Reformar regras regimentais
• Adotar o “princípio da unicidade de objeto”: cada projeto só pode receber emendas que tenham relação direta com seu tema principal.
• Criar uma Comissão de Admissibilidade: grupo técnico que avalia, antes da tramitação, se cada emenda cumpre critérios mínimos de pertinência temática.
Potencializar transparência e participação
• Plataforma pública de acompanhamento: sistema online que mostre em tempo real todas as emendas relacionadas a cada projeto, com indicadores de “compatibilidade temática”.
• Consulta cidadã rápida: prazos curtos para que a sociedade civil e especialistas enviem feedbacks sobre emendas suspeitas de jabuti.
Fortalecer o voto e a pressão do eleitor
• Voto aberto emendas por emendas: publicar o nome de quem propôs e de quem votou a favor de cada emenda estranha, para permitir cobrança imediata nas redes e nos municípios.
• Mobilização de conselhos temáticos e ONGs: criar grupos de monitoramento que enviem alertas às bancadas sobre o custo político de aprovar jabutis.
Compromisso interno de bancadas e partidos
• Carta de boas práticas: cada partido ou bloco firma compromisso público de não apresentar ou apoiar emendas fora do escopo.

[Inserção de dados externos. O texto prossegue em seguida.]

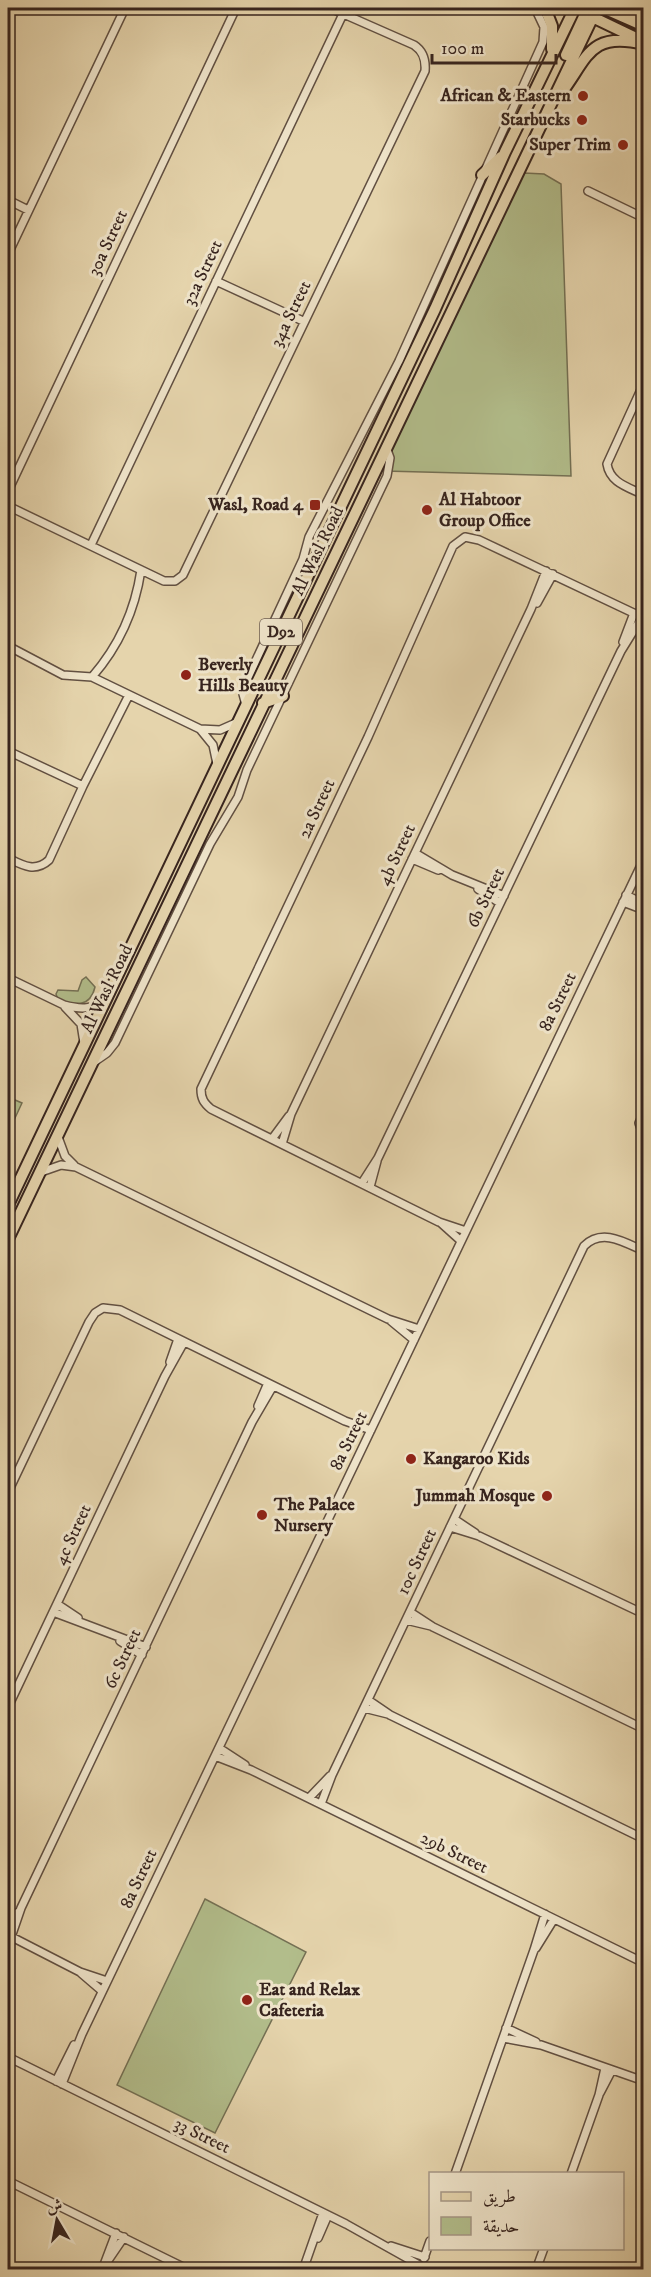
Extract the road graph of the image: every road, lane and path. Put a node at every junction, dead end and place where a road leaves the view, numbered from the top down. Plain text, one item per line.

• Filtro partidário prévio: legendas criam comissões internas para vetar propostas de jabuti antes de irem ao Congresso.
Sanções e responsabilização
Análise judicial simplificada: prever no regimento que emendas declaradas jabutis possam ser suspensas por decisão sumária do Supremo ou do próprio Congresso. Criar relatório anual de “jabuti score”: ranking que aponta quais parlamentares mais apresentaram emendas irrelevantes, gerando desgaste político.